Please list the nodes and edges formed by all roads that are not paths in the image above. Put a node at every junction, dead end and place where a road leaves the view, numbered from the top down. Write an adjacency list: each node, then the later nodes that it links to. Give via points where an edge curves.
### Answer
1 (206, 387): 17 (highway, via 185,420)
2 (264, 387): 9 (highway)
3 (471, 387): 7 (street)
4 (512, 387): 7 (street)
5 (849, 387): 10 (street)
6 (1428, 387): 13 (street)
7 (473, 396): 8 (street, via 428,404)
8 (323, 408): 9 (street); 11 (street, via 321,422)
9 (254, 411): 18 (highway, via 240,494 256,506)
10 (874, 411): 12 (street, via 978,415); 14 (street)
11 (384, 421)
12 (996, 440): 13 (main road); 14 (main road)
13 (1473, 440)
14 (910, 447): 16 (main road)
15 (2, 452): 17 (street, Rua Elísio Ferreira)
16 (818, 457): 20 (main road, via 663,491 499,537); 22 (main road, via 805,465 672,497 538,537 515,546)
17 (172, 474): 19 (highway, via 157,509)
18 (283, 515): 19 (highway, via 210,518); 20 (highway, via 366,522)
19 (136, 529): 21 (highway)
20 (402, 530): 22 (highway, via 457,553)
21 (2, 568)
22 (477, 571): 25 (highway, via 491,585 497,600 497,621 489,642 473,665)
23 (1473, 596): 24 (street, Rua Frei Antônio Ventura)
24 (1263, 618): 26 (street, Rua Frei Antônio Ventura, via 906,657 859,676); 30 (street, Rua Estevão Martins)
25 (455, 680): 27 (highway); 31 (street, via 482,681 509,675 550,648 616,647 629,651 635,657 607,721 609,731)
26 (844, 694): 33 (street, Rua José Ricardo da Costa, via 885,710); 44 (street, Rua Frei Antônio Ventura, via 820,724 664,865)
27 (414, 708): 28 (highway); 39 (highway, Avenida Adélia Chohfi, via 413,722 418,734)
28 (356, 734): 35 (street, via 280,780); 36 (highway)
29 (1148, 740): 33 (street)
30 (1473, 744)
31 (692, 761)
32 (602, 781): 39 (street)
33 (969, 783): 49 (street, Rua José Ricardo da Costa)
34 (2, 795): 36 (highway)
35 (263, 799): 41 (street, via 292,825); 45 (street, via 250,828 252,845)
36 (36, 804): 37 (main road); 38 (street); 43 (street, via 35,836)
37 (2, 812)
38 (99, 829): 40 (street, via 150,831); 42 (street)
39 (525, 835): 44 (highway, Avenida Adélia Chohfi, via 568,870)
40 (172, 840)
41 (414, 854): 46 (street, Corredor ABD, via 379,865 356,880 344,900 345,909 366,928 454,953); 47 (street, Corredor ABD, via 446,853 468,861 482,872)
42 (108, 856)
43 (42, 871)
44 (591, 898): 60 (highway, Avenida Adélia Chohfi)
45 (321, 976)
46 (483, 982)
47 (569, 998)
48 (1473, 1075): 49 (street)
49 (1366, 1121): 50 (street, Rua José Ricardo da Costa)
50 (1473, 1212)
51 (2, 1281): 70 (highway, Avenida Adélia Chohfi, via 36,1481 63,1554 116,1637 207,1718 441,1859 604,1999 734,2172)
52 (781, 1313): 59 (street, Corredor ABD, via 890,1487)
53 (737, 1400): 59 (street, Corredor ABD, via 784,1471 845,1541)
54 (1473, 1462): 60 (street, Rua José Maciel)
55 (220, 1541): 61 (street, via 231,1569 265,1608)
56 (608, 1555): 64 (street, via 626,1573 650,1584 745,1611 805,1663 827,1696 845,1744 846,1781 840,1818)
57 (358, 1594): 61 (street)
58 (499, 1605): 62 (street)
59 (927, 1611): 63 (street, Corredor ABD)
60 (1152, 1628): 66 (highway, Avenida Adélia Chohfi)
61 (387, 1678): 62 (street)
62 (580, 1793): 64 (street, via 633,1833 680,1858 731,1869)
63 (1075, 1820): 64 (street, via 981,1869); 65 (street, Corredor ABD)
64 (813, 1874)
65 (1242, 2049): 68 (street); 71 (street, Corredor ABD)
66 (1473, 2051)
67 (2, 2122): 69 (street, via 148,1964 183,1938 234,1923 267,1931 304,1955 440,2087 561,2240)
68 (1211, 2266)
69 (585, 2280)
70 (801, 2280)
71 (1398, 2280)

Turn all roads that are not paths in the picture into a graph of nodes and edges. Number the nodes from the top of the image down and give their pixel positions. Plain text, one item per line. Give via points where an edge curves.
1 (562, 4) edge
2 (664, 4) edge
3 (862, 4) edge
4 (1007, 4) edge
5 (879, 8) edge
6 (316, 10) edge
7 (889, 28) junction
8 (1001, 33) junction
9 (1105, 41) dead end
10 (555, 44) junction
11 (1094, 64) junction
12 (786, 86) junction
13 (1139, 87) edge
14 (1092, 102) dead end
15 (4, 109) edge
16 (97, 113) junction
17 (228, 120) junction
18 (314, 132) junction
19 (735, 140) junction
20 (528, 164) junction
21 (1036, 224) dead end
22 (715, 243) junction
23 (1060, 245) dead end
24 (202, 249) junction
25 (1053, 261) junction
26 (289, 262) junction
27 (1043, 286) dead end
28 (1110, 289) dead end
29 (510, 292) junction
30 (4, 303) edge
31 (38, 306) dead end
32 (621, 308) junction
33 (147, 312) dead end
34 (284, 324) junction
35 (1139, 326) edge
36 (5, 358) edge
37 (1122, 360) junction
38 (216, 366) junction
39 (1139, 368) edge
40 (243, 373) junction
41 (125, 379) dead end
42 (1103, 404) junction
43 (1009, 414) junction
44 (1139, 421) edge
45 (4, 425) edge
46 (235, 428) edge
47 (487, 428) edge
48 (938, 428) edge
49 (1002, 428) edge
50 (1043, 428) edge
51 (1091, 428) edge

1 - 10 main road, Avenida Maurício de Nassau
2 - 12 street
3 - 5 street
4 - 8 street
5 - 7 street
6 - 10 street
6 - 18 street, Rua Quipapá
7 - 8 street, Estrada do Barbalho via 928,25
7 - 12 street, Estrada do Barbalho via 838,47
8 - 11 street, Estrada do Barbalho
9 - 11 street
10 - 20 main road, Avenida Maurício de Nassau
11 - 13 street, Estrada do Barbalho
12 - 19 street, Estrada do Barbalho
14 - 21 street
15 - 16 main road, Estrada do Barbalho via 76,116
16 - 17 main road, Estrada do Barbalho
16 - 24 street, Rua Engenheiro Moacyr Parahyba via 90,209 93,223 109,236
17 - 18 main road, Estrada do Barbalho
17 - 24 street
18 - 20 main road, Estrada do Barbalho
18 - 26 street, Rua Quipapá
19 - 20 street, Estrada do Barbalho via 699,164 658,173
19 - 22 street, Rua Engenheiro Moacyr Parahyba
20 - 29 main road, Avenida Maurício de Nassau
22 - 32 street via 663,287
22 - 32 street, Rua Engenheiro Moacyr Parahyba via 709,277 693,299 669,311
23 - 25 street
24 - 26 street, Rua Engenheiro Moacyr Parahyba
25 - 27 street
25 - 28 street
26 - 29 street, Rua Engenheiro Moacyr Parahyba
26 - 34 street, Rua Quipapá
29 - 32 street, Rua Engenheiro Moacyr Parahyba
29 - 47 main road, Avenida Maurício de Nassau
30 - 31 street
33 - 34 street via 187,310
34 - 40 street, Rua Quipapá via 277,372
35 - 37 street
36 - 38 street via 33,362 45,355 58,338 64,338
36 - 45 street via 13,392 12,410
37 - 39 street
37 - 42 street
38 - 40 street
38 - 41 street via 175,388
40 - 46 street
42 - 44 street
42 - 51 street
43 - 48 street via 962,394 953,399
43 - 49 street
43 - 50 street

-- Task directions --
Would you write the records out again, word for word?

-- Problem solution --
Please list the nodes and edges formed by all roads that are not paths in the image above. Put a node at every junction, dead end and place where a road leaves the view, numbered from the top down. Write an adjacency list: each node, then the later nodes that it links to. Give via points where an edge curves.
### Answer
1 (206, 387): 17 (highway, via 185,420)
2 (264, 387): 9 (highway)
3 (471, 387): 7 (street)
4 (512, 387): 7 (street)
5 (849, 387): 10 (street)
6 (1428, 387): 13 (street)
7 (473, 396): 8 (street, via 428,404)
8 (323, 408): 9 (street); 11 (street, via 321,422)
9 (254, 411): 18 (highway, via 240,494 256,506)
10 (874, 411): 12 (street, via 978,415); 14 (street)
11 (384, 421)
12 (996, 440): 13 (main road); 14 (main road)
13 (1473, 440)
14 (910, 447): 16 (main road)
15 (2, 452): 17 (street, Rua Elísio Ferreira)
16 (818, 457): 20 (main road, via 663,491 499,537); 22 (main road, via 805,465 672,497 538,537 515,546)
17 (172, 474): 19 (highway, via 157,509)
18 (283, 515): 19 (highway, via 210,518); 20 (highway, via 366,522)
19 (136, 529): 21 (highway)
20 (402, 530): 22 (highway, via 457,553)
21 (2, 568)
22 (477, 571): 25 (highway, via 491,585 497,600 497,621 489,642 473,665)
23 (1473, 596): 24 (street, Rua Frei Antônio Ventura)
24 (1263, 618): 26 (street, Rua Frei Antônio Ventura, via 906,657 859,676); 30 (street, Rua Estevão Martins)
25 (455, 680): 27 (highway); 31 (street, via 482,681 509,675 550,648 616,647 629,651 635,657 607,721 609,731)
26 (844, 694): 33 (street, Rua José Ricardo da Costa, via 885,710); 44 (street, Rua Frei Antônio Ventura, via 820,724 664,865)
27 (414, 708): 28 (highway); 39 (highway, Avenida Adélia Chohfi, via 413,722 418,734)
28 (356, 734): 35 (street, via 280,780); 36 (highway)
29 (1148, 740): 33 (street)
30 (1473, 744)
31 (692, 761)
32 (602, 781): 39 (street)
33 (969, 783): 49 (street, Rua José Ricardo da Costa)
34 (2, 795): 36 (highway)
35 (263, 799): 41 (street, via 292,825); 45 (street, via 250,828 252,845)
36 (36, 804): 37 (main road); 38 (street); 43 (street, via 35,836)
37 (2, 812)
38 (99, 829): 40 (street, via 150,831); 42 (street)
39 (525, 835): 44 (highway, Avenida Adélia Chohfi, via 568,870)
40 (172, 840)
41 (414, 854): 46 (street, Corredor ABD, via 379,865 356,880 344,900 345,909 366,928 454,953); 47 (street, Corredor ABD, via 446,853 468,861 482,872)
42 (108, 856)
43 (42, 871)
44 (591, 898): 60 (highway, Avenida Adélia Chohfi)
45 (321, 976)
46 (483, 982)
47 (569, 998)
48 (1473, 1075): 49 (street)
49 (1366, 1121): 50 (street, Rua José Ricardo da Costa)
50 (1473, 1212)
51 (2, 1281): 70 (highway, Avenida Adélia Chohfi, via 36,1481 63,1554 116,1637 207,1718 441,1859 604,1999 734,2172)
52 (781, 1313): 59 (street, Corredor ABD, via 890,1487)
53 (737, 1400): 59 (street, Corredor ABD, via 784,1471 845,1541)
54 (1473, 1462): 60 (street, Rua José Maciel)
55 (220, 1541): 61 (street, via 231,1569 265,1608)
56 (608, 1555): 64 (street, via 626,1573 650,1584 745,1611 805,1663 827,1696 845,1744 846,1781 840,1818)
57 (358, 1594): 61 (street)
58 (499, 1605): 62 (street)
59 (927, 1611): 63 (street, Corredor ABD)
60 (1152, 1628): 66 (highway, Avenida Adélia Chohfi)
61 (387, 1678): 62 (street)
62 (580, 1793): 64 (street, via 633,1833 680,1858 731,1869)
63 (1075, 1820): 64 (street, via 981,1869); 65 (street, Corredor ABD)
64 (813, 1874)
65 (1242, 2049): 68 (street); 71 (street, Corredor ABD)
66 (1473, 2051)
67 (2, 2122): 69 (street, via 148,1964 183,1938 234,1923 267,1931 304,1955 440,2087 561,2240)
68 (1211, 2266)
69 (585, 2280)
70 (801, 2280)
71 (1398, 2280)

Turn all roads that are not paths in the picture into a graph of nodes and edges. Number the nodes from the top of the image down and give their pixel positions. Plain text, one item per line. Give via points where an edge curves.
1 (562, 4) edge
2 (664, 4) edge
3 (862, 4) edge
4 (1007, 4) edge
5 (879, 8) edge
6 (316, 10) edge
7 (889, 28) junction
8 (1001, 33) junction
9 (1105, 41) dead end
10 (555, 44) junction
11 (1094, 64) junction
12 (786, 86) junction
13 (1139, 87) edge
14 (1092, 102) dead end
15 (4, 109) edge
16 (97, 113) junction
17 (228, 120) junction
18 (314, 132) junction
19 (735, 140) junction
20 (528, 164) junction
21 (1036, 224) dead end
22 (715, 243) junction
23 (1060, 245) dead end
24 (202, 249) junction
25 (1053, 261) junction
26 (289, 262) junction
27 (1043, 286) dead end
28 (1110, 289) dead end
29 (510, 292) junction
30 (4, 303) edge
31 (38, 306) dead end
32 (621, 308) junction
33 (147, 312) dead end
34 (284, 324) junction
35 (1139, 326) edge
36 (5, 358) edge
37 (1122, 360) junction
38 (216, 366) junction
39 (1139, 368) edge
40 (243, 373) junction
41 (125, 379) dead end
42 (1103, 404) junction
43 (1009, 414) junction
44 (1139, 421) edge
45 (4, 425) edge
46 (235, 428) edge
47 (487, 428) edge
48 (938, 428) edge
49 (1002, 428) edge
50 (1043, 428) edge
51 (1091, 428) edge

1 - 10 main road, Avenida Maurício de Nassau
2 - 12 street
3 - 5 street
4 - 8 street
5 - 7 street
6 - 10 street
6 - 18 street, Rua Quipapá
7 - 8 street, Estrada do Barbalho via 928,25
7 - 12 street, Estrada do Barbalho via 838,47
8 - 11 street, Estrada do Barbalho
9 - 11 street
10 - 20 main road, Avenida Maurício de Nassau
11 - 13 street, Estrada do Barbalho
12 - 19 street, Estrada do Barbalho
14 - 21 street
15 - 16 main road, Estrada do Barbalho via 76,116
16 - 17 main road, Estrada do Barbalho
16 - 24 street, Rua Engenheiro Moacyr Parahyba via 90,209 93,223 109,236
17 - 18 main road, Estrada do Barbalho
17 - 24 street
18 - 20 main road, Estrada do Barbalho
18 - 26 street, Rua Quipapá
19 - 20 street, Estrada do Barbalho via 699,164 658,173
19 - 22 street, Rua Engenheiro Moacyr Parahyba
20 - 29 main road, Avenida Maurício de Nassau
22 - 32 street via 663,287
22 - 32 street, Rua Engenheiro Moacyr Parahyba via 709,277 693,299 669,311
23 - 25 street
24 - 26 street, Rua Engenheiro Moacyr Parahyba
25 - 27 street
25 - 28 street
26 - 29 street, Rua Engenheiro Moacyr Parahyba
26 - 34 street, Rua Quipapá
29 - 32 street, Rua Engenheiro Moacyr Parahyba
29 - 47 main road, Avenida Maurício de Nassau
30 - 31 street
33 - 34 street via 187,310
34 - 40 street, Rua Quipapá via 277,372
35 - 37 street
36 - 38 street via 33,362 45,355 58,338 64,338
36 - 45 street via 13,392 12,410
37 - 39 street
37 - 42 street
38 - 40 street
38 - 41 street via 175,388
40 - 46 street
42 - 44 street
42 - 51 street
43 - 48 street via 962,394 953,399
43 - 49 street
43 - 50 street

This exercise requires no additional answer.